年金をもらう65歳までの間、今の会社を定年退職しても何か仕事を見つけて働くつもりです。これからの25年間でなんとか2000万円を貯めることはできないでしょうか。今年から、月2万円の先取り貯蓄を始めました。しかし、思うように貯まりません。そうであれば、iDeCoやつみたてNISAを利用したほうがよいのかとも考えているのですが、結論が出ません。今まで趣味を楽しんできましたが、自由に使えるお金がたくさんあったわけではないので、老後は穏やかに楽しく暮らせるように準備をしておきたいです。

〈相談者プロフィール〉
・女性、39歳、未婚
・職業:会社員
・毎月の手取り金額:18.2万円
・年間の手取りボーナス額:約60万円
・貯蓄:140万円(定期預金)

【支出の内訳(19.5万円)】
・住居費:5.4万円
・食費:3.1万円
・水道光熱費:0.8万円
・交通費:1.8万円(ついタクシーを利用してしまう)
・通信費:0.8万円
・交際費:0.5万円
・被服・美容費:0.3万円
・趣味・娯楽費:2.5万円(習い事ほか)
・その他:2.3万円
・先取り貯蓄:2万円

FP: ご相談ありがとうございます。老後資金2000万円の話題は、年金生活のご夫婦の暮らし方の平均的データから計算されたもので、万人に合うと言えるものではありません。ですから2000万円を意識しすぎる必要はないのですが、老後に向けて今よりも貯蓄を増やしておきたいものですね。そして暮らしにかかるお金も小さくしておくことが大切だと考えます。少しでも多く貯められるように考えていきましょう。

25年で2000万円貯めるには?

25年で2000万円貯めるのは、今の収入から見ると、少し目標が高過ぎるかもしれませんね。
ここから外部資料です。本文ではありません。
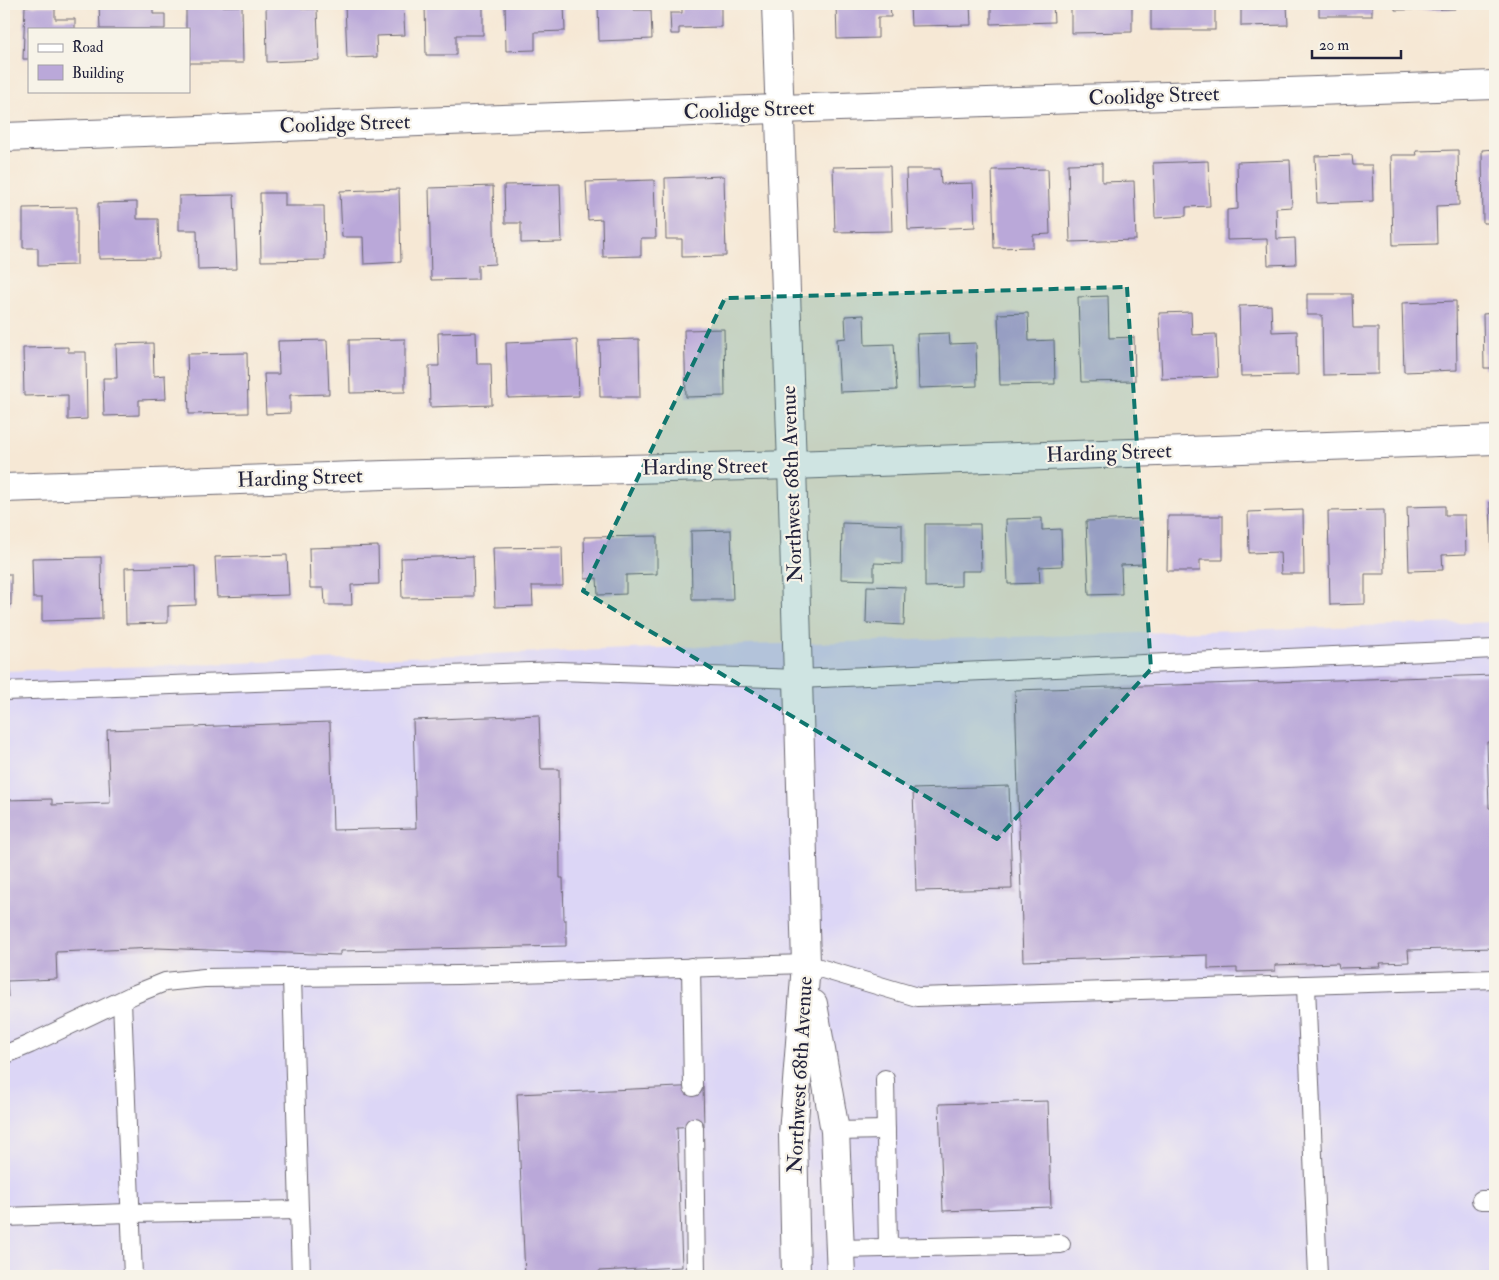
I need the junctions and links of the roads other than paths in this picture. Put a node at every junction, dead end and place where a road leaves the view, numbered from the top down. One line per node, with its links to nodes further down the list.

いま貯蓄が140万円あるので、残り1860万円を25年間で貯めるとすると、利息を無視して考えると年間74万円、月にすると6.2万円貯金しなくてはいけない計算になります。ボーナスの半分を貯蓄にまわしても、毎月3.7万円ほど貯めなくてはいけません。実現するには、支出のコントロールが必要となります。

支出をコントロールするためにはマイルールが必要

現状、何ができるのか、今の支出状況を見ていきましょう。

基本的な生活費は、さほど支出が多いと感じません。気になるのは趣味費や交通費です。趣味はご自分でもお金がかかると感じるほどですので、優先順位が高い支出であると認識されているのかもしれませんね。
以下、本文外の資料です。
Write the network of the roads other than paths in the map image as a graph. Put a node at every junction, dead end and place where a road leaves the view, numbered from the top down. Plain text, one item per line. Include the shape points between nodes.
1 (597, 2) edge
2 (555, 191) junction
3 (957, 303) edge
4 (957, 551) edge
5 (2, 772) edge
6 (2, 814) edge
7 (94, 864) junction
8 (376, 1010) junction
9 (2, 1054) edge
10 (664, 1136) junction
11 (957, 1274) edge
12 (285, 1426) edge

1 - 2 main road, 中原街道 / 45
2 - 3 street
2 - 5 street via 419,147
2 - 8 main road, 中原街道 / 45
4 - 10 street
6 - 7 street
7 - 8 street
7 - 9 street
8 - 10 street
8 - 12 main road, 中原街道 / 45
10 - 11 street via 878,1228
ただ、毎月固定的にかかる習い事代は6000円ほどで、あとはその月々で異なるイベント代、映画代、書籍、コンサート……ということですから、計画的に使うことができれば、支出の縮小ができそうです。趣味の行事に出かけるためについ使ってしまうタクシー代も、減らすことができると思いますよ。

手当たり次第に参加するとか、今月全部に参加しようなどとは考えず、「今月はこれとこれを優先して、タクシーに乗るなら行かない」などマイルールを作ってみると良いと思います。

好きなことやモノに、お金がかかると感じるほど、この「優先順位をつける」という支出の管理方法は効果があると思います。時間の使い方も有意義になりますから、空いている時間を自己投資に使ったり、無理のない範囲で副業で収入を得るといったことも考えてもよいかもしれません。